IA ainda não dá lucro
A NVIDIA dá lucro, muito lucro, mas o faz vendendo as ferramentas durante a corrida do ouro. A grande maioria das empresas que desenvolvem ótimos modelos de linguagem está perdendo dinheiro drasticamente. A OpenAI é o exemplo mais óbvio, mas não o único. Microsoft, Amazon, Meta e Google estão alocando dezenas de bilhões de dólares na construção de data centers dedicados à IA, em uma aposta colossal cuja rentabilidade não é garantida.
Para Nadella, o que a IA precisa é de algo equivalente ao que o Excel e o e-mail representaram para o PC, ou seja, um aplicativo. Isso faz com que a maioria dos usuários entenda como usar a IA. Naquela época, vimos que o PC demorou muito para encontrar seu espaço, principalmente até atingir a adoção em massa que transformou processos reais.

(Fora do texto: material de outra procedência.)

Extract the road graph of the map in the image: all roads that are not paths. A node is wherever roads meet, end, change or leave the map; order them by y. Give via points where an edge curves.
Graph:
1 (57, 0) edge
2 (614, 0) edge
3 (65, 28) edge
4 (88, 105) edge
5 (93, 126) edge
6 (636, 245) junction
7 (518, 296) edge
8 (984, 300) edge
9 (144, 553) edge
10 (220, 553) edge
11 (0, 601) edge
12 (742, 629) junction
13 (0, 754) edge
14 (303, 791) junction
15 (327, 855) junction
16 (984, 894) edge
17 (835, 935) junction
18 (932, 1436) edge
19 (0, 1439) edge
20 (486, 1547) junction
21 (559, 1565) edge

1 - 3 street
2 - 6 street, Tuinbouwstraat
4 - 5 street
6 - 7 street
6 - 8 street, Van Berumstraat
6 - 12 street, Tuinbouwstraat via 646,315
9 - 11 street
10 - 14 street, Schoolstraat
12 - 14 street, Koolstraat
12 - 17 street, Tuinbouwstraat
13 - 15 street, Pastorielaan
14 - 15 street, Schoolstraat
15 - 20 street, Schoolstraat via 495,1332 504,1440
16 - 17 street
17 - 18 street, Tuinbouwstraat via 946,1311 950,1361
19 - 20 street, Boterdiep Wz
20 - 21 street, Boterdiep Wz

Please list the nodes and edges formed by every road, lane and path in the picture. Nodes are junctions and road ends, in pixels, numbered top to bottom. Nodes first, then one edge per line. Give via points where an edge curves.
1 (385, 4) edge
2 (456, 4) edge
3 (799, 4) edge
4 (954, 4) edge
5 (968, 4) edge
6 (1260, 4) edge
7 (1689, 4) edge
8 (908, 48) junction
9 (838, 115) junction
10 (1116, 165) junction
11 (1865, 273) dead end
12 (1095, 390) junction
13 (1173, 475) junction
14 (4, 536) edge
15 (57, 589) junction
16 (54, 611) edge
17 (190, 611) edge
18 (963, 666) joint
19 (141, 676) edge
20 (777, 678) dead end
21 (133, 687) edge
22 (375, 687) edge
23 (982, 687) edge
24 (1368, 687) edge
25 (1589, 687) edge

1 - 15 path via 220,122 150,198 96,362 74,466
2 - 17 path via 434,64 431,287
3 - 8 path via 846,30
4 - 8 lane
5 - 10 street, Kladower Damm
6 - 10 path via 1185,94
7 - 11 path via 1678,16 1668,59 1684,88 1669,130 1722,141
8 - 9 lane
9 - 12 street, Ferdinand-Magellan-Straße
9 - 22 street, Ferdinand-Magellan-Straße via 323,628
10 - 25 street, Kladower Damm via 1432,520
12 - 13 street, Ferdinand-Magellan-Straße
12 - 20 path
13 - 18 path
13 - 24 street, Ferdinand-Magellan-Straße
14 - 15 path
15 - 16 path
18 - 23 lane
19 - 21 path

Além do problema de rentabilidade, há uma limitação física imediata. Nadella revelou recentemente que o maior obstáculo não é a falta de chips, mas a energia necessária para alimentá-los. "Se você não consegue fazer algo assim [fornecer energia suficiente], terá um monte de chips abandonados em estoque que não poderá conectar. Na verdade, esse é o meu problema agora: não é que eu não tenha um suprimento suficiente de chips: é que eu não tenho onde conectá-los", admitiu.
Microsoft, Google e outras grandes empresas de tecnologia estão recorrendo a soluções drásticas, como a construção de suas próprias pequenas usinas nucleares (reatores SMR) para alimentar seus futuros data centers. O CEO da ARM, Rene Haas, observou que as necessidades energéticas podem triplicar, um desafio que coloca em questão a sustentabilidade da expansão atual. É claro que não sabemos como as coisas vão terminar, mas ninguém duvida que ainda teremos muito o que acompanhar por um bom tempo.